PeterSpanswick Thu 06-Oct-11 20:10:17

Chibi your post really struck something with me.

When at uni I used to walk home alone after my waitressing shift, often late at night due to lack of funds for public transport etc and would always tie up my long hair, take a big, baggy anorak-type coat with me and try to "walk tall" with a confident, wide stance. I thought I was doing it to blend in and not draw attention to myself but now you've said that I can see that what I was actually doing was trying to "disguise my vagina" by making myself look more like a man!

Sorry to hijack!

edam Thu 06-Oct-11 20:11:43

Medi - depends on the mugger, surely? Someone who is high, or drunk, or otherwise not thinking carefully and rationally will mug you anyway, whatever shoes you are wearing. (Dh once scared off a mugger who was attempting to snatch a woman's bag, in broad daylight, in a busy street - the woman was wearing 'sensible' office clothes and flattish shoes, as it happened.
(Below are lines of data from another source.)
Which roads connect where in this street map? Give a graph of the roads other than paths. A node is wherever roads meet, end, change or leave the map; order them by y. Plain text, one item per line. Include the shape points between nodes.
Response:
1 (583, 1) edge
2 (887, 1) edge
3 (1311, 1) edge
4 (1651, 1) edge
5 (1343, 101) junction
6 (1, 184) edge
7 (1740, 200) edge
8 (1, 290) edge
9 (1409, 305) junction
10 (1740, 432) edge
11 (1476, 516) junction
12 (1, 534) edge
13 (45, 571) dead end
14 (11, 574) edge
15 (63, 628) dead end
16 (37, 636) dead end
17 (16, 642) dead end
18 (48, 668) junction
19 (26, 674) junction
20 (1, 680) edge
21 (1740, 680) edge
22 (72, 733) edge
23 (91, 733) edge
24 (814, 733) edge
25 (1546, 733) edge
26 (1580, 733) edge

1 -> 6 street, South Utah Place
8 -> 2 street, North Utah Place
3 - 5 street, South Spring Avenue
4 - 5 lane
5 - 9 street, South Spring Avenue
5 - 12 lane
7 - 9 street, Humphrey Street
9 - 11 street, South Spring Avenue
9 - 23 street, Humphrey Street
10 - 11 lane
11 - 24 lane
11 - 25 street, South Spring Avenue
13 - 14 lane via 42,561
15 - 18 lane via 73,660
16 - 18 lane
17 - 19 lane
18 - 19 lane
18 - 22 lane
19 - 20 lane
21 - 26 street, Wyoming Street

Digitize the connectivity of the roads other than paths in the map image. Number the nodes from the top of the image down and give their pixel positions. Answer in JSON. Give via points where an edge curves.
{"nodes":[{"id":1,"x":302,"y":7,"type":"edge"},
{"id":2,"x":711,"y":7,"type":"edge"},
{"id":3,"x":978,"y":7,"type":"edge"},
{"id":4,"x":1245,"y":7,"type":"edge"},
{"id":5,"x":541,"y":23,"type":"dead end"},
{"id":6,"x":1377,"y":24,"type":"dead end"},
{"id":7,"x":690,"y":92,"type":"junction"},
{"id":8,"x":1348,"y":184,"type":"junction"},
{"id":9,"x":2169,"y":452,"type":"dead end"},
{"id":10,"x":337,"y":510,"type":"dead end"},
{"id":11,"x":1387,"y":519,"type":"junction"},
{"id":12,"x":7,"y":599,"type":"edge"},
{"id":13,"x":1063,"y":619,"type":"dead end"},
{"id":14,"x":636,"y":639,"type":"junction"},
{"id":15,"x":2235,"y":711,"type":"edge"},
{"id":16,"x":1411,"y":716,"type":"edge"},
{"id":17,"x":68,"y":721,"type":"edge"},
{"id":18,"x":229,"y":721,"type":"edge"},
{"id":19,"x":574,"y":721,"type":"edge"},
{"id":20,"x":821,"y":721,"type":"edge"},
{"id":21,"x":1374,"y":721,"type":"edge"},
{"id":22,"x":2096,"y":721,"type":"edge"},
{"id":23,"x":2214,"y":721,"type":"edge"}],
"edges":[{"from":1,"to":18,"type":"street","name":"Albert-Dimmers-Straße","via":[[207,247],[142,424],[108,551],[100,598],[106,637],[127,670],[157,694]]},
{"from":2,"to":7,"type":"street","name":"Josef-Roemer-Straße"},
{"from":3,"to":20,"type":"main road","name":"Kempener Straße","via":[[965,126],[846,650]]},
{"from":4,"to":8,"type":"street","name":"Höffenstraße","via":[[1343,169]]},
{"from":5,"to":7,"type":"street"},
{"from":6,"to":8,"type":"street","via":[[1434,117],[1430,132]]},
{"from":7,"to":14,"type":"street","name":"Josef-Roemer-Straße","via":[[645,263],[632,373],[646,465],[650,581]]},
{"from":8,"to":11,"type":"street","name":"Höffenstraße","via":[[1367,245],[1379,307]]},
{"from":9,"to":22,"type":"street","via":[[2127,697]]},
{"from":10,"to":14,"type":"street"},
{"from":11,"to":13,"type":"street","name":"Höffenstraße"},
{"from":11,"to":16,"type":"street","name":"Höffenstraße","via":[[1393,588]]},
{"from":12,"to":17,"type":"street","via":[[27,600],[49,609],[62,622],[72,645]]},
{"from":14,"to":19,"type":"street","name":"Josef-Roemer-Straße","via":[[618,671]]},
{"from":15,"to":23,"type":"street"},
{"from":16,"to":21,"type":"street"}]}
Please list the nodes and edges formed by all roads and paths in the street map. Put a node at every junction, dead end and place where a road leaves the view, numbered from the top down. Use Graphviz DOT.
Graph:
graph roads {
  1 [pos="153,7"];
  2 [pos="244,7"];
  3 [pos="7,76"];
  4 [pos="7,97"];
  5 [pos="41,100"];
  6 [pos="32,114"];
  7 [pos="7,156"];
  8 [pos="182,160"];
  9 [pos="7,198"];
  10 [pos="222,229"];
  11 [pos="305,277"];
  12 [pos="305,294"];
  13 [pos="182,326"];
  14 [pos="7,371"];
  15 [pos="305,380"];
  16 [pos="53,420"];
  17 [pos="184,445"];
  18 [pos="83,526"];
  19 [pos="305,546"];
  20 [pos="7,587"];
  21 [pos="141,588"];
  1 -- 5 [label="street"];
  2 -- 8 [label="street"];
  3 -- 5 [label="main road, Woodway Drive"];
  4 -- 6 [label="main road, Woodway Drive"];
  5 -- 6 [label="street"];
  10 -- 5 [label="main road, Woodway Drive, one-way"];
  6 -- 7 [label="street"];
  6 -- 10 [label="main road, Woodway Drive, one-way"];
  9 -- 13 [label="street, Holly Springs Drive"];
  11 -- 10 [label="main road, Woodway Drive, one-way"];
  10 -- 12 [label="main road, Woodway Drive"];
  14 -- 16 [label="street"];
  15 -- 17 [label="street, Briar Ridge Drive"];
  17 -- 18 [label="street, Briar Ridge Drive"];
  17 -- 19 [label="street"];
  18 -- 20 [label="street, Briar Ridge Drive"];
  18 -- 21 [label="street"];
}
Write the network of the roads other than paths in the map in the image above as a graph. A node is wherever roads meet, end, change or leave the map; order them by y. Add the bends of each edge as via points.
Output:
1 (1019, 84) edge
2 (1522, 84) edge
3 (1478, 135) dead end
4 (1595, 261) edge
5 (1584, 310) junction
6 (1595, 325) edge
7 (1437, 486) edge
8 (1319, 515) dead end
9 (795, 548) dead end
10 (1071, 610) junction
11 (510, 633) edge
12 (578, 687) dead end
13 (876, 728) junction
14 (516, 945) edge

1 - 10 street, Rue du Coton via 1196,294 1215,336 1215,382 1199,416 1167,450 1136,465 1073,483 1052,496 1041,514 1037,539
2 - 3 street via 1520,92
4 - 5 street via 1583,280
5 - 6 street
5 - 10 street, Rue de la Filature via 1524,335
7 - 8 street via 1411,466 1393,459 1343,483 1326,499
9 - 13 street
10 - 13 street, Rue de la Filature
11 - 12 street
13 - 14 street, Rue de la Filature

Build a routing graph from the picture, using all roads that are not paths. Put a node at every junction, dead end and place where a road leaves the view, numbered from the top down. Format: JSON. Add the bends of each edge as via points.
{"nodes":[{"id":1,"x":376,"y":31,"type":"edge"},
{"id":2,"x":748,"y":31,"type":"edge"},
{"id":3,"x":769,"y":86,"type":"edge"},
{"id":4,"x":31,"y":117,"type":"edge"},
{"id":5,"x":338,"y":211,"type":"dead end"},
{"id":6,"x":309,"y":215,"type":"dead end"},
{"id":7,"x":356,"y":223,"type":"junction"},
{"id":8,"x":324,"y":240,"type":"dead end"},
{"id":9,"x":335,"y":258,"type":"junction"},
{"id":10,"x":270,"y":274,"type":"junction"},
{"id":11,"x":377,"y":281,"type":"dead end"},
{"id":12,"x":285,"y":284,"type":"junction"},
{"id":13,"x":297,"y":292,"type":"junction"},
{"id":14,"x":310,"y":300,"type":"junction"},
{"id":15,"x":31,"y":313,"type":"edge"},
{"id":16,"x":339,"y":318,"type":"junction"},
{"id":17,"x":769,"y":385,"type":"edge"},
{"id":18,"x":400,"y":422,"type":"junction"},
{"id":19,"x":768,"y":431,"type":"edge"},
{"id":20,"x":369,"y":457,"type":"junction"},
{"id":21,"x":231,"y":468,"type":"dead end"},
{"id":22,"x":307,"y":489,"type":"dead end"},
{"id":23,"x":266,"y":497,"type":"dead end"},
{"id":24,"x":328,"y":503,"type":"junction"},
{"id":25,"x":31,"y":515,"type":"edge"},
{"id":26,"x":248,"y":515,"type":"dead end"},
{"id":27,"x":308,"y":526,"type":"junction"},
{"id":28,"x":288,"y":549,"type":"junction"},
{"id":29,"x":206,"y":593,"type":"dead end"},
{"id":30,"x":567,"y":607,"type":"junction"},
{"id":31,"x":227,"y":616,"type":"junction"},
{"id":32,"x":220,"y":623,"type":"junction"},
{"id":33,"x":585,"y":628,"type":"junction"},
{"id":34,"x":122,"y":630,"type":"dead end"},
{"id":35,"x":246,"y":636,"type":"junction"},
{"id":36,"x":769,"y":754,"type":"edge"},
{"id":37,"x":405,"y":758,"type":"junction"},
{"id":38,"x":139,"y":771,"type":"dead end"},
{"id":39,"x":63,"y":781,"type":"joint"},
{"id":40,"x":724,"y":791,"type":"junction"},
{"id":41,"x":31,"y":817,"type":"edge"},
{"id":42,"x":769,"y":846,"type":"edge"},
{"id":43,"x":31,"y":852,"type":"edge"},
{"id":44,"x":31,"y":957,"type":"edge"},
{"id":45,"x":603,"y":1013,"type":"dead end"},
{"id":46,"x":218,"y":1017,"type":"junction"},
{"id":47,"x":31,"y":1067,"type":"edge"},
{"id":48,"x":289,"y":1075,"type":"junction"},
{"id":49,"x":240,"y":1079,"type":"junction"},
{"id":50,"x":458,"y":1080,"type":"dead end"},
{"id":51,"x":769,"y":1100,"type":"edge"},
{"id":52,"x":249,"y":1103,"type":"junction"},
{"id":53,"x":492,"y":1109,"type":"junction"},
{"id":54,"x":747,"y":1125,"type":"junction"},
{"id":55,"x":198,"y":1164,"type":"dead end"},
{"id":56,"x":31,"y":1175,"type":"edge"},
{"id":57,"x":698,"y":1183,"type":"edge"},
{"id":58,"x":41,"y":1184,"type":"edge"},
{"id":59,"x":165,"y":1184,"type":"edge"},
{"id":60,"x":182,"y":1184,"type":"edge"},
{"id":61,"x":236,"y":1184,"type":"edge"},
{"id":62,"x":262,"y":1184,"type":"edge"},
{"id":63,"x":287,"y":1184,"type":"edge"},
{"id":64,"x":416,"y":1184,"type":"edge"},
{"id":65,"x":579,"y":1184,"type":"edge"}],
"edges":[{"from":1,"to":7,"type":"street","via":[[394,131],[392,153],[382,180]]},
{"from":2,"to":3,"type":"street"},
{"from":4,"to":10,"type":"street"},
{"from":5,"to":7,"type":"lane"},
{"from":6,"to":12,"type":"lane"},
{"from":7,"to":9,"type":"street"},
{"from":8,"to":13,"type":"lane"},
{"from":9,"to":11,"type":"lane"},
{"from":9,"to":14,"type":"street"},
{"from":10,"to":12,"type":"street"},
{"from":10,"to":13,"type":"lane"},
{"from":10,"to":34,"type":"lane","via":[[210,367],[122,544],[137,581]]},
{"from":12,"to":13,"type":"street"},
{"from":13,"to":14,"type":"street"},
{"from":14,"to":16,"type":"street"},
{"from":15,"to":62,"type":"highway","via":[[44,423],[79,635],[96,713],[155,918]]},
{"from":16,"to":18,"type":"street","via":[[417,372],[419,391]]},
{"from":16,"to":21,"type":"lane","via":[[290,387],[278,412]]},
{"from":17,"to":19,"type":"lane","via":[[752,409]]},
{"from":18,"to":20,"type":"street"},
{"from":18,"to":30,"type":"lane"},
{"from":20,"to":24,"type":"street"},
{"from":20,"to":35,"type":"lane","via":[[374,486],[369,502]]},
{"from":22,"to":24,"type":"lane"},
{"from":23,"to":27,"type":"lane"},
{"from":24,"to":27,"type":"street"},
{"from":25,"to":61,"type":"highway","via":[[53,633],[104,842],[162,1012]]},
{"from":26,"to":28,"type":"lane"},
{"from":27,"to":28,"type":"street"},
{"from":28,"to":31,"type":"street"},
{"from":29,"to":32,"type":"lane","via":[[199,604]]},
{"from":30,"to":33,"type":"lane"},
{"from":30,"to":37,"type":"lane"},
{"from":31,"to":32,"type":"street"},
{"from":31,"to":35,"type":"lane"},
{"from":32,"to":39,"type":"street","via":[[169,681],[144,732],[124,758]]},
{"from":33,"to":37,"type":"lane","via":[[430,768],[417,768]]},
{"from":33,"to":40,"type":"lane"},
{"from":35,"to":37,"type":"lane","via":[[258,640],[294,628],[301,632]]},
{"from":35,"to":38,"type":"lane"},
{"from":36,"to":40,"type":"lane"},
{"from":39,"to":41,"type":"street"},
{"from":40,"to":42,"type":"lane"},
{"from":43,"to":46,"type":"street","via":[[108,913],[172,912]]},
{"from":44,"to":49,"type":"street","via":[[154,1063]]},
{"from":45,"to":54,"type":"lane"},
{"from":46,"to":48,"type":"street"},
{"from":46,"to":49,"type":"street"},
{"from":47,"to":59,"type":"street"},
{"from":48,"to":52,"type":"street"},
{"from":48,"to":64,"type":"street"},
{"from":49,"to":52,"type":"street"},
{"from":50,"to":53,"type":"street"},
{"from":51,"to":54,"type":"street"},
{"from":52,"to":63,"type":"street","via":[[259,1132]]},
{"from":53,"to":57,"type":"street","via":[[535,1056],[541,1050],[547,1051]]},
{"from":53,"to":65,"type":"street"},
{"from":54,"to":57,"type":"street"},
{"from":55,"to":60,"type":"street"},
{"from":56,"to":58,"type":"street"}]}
Running away wasn't an option, mugger attacked while she was stood still at a cash point.)

ByThePowerOfGreyskull Thu 06-Oct-11 20:33:29

So My tuppence worth,
There is responsible behaviour and irresponsible behaviour from both sexes.
If I had a daughter I would want her to understand the reality of this world.
I totally get the fact that she shouldn't be expected to walk around in a burkha (sp?) BUT prior to the world order changing for the better, I would suggest that she was aware of her own personal safety.
I wouldn't want my daughter to think it was ok to get so drunk that she was unaware that the chap she was with was thinking that she was inviting sexual attention. (His behaviour is still very much HIS responsibility not hers)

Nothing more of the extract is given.